AIM OF THE TASK: Return every line from the records below that has the word "Cividale".

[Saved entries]
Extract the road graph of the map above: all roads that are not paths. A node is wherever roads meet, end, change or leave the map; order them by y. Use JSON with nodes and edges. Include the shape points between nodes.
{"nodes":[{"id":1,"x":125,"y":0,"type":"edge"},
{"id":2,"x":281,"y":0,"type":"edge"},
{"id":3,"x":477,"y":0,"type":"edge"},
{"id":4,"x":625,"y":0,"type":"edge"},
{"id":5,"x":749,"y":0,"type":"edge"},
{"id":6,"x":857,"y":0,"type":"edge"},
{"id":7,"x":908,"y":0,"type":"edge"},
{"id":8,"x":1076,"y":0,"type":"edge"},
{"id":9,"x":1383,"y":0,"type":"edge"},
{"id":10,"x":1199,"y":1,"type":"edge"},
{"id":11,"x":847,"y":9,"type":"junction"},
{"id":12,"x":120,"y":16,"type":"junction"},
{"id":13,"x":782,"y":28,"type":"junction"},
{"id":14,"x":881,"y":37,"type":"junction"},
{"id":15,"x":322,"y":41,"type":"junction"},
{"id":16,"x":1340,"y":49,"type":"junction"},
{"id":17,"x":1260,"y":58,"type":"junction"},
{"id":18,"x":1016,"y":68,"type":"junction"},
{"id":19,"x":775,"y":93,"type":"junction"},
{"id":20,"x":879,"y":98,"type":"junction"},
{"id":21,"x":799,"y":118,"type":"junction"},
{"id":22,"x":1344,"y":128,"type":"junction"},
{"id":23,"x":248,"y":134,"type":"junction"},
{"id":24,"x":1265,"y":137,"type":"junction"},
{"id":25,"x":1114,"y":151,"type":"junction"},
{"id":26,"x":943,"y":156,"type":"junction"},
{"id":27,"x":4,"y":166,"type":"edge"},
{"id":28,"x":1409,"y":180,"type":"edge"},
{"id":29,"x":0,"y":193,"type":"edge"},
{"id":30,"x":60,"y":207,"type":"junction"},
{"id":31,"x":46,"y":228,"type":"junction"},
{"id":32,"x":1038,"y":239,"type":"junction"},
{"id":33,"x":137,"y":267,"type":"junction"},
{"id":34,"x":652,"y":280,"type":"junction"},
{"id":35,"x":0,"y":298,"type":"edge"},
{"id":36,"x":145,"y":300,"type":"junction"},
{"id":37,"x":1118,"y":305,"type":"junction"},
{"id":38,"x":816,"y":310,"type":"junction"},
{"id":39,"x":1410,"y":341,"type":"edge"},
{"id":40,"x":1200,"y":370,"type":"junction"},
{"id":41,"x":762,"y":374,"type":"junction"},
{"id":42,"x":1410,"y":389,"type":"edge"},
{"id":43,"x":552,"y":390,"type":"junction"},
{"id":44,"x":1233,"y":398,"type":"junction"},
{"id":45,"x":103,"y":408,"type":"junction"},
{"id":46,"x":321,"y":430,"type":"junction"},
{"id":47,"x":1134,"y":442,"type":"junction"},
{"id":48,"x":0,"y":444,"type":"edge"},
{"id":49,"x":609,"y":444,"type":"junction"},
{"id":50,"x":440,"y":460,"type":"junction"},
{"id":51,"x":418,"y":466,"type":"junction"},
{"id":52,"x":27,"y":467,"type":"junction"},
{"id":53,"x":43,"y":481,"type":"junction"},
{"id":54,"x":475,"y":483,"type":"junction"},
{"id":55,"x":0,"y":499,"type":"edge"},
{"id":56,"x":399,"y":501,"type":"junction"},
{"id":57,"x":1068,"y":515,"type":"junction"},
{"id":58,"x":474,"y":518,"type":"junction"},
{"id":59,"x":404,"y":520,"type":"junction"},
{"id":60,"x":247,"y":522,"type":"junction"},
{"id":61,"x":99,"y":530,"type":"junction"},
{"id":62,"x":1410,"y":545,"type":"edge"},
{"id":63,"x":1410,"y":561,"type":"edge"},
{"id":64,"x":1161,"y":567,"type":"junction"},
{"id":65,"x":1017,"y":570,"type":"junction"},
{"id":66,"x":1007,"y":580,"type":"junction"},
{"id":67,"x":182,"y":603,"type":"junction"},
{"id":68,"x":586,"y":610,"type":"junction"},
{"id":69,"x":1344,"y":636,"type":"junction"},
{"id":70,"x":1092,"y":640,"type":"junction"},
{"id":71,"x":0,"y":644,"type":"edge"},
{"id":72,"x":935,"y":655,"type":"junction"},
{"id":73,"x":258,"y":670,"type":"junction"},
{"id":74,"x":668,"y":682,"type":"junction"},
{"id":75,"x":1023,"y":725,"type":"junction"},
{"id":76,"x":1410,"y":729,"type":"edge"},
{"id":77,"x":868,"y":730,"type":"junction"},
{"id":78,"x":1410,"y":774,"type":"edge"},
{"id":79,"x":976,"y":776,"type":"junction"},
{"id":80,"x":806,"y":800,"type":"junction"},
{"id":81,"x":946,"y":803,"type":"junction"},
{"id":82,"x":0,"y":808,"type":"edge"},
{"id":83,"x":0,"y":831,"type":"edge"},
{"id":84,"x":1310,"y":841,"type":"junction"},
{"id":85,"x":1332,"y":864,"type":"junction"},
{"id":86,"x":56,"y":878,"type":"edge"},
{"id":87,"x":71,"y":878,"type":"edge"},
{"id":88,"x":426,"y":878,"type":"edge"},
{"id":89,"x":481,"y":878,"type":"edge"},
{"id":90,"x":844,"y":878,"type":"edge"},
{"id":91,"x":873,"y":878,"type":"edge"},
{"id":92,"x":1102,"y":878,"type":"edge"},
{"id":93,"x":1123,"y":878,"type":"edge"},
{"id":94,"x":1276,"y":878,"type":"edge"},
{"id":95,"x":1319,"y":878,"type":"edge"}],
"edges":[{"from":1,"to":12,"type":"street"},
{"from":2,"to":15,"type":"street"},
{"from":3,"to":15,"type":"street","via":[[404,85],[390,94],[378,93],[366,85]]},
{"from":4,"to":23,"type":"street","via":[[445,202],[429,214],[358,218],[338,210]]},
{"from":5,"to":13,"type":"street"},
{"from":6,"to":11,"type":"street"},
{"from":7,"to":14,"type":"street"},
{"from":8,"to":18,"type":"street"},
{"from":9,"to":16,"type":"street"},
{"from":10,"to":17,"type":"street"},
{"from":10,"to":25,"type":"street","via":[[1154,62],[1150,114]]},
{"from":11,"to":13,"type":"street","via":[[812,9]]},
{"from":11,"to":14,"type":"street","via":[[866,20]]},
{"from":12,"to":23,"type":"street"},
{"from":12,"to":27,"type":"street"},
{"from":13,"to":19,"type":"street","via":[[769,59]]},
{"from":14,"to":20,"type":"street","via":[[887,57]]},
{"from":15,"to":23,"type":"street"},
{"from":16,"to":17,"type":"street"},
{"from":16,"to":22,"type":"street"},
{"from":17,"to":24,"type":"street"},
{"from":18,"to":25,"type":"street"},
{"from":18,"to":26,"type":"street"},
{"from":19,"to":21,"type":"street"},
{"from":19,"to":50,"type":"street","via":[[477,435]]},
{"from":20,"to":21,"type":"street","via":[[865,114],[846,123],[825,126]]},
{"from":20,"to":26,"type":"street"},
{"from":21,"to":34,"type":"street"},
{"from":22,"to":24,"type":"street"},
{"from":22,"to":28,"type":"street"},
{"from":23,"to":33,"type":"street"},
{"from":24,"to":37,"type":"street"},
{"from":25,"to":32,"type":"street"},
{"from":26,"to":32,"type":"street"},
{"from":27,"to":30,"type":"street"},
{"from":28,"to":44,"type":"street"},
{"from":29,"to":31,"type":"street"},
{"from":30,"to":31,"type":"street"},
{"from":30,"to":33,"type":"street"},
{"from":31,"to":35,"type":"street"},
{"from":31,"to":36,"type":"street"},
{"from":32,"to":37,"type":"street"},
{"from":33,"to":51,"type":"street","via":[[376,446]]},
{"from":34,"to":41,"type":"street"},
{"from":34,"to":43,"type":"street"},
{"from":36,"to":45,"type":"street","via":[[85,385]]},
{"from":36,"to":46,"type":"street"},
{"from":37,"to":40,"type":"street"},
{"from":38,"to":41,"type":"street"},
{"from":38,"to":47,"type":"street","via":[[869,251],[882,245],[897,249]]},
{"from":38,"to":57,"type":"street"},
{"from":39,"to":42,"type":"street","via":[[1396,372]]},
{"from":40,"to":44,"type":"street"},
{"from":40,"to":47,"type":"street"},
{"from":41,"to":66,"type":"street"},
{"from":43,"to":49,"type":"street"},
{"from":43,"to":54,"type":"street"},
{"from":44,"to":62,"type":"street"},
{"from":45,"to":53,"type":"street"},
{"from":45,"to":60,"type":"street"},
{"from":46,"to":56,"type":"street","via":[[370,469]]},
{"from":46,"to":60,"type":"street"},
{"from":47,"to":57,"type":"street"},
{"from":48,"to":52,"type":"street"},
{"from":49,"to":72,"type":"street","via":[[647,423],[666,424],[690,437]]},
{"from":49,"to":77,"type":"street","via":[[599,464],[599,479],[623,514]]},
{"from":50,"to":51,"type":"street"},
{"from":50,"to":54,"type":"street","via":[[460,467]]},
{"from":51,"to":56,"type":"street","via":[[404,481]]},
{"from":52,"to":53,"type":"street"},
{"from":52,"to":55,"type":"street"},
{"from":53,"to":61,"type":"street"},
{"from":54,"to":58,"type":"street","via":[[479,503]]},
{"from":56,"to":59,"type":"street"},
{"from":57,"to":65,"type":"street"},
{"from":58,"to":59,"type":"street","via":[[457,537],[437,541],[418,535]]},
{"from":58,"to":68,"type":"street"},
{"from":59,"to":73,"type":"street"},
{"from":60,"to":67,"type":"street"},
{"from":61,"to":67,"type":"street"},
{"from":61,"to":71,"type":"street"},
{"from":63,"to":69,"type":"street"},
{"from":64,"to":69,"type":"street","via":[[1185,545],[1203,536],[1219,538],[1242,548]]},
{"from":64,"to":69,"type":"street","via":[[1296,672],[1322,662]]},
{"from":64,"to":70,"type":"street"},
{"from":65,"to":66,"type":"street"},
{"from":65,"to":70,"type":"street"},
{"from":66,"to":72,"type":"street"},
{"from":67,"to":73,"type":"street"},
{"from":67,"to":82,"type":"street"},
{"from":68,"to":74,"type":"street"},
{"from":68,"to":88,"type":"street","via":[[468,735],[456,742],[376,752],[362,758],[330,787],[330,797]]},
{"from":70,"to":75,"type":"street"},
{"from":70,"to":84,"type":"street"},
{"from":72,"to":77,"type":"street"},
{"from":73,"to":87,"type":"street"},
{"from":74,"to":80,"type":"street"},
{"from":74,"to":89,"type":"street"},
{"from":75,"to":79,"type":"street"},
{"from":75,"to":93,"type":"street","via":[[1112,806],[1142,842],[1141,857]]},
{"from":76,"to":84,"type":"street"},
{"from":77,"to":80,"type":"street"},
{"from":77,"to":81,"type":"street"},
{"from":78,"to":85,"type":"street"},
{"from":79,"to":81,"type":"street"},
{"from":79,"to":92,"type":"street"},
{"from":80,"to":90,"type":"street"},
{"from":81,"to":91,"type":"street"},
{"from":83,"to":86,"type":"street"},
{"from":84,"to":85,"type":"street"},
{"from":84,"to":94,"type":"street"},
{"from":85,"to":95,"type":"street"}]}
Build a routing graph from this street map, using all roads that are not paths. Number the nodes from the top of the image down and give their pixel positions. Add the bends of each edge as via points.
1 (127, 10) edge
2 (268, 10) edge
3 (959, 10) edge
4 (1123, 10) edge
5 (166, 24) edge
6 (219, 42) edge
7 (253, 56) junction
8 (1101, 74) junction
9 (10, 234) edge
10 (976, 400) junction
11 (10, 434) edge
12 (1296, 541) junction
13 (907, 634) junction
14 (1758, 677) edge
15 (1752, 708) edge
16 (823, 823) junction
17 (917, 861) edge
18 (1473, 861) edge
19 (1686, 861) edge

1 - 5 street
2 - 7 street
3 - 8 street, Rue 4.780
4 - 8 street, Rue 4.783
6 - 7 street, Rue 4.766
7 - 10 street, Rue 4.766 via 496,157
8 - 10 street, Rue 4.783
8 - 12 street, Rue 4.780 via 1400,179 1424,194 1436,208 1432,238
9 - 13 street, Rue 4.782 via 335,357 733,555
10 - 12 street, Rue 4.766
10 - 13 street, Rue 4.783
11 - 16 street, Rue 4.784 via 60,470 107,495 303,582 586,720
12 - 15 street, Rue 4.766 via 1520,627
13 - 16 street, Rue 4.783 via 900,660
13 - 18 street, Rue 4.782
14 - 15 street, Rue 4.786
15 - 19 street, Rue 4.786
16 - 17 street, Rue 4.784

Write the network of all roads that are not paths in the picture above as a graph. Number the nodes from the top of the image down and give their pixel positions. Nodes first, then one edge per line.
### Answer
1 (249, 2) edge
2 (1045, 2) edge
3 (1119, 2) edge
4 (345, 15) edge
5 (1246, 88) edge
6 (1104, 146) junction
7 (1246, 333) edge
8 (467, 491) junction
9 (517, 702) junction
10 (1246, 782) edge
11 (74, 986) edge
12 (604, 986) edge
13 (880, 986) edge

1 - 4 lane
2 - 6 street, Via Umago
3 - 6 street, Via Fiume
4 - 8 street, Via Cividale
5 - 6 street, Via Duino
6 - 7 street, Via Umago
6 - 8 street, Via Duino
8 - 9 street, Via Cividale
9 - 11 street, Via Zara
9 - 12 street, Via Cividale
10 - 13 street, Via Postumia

FINAL ANSWER:
4 - 8 street, Via Cividale
8 - 9 street, Via Cividale
9 - 12 street, Via Cividale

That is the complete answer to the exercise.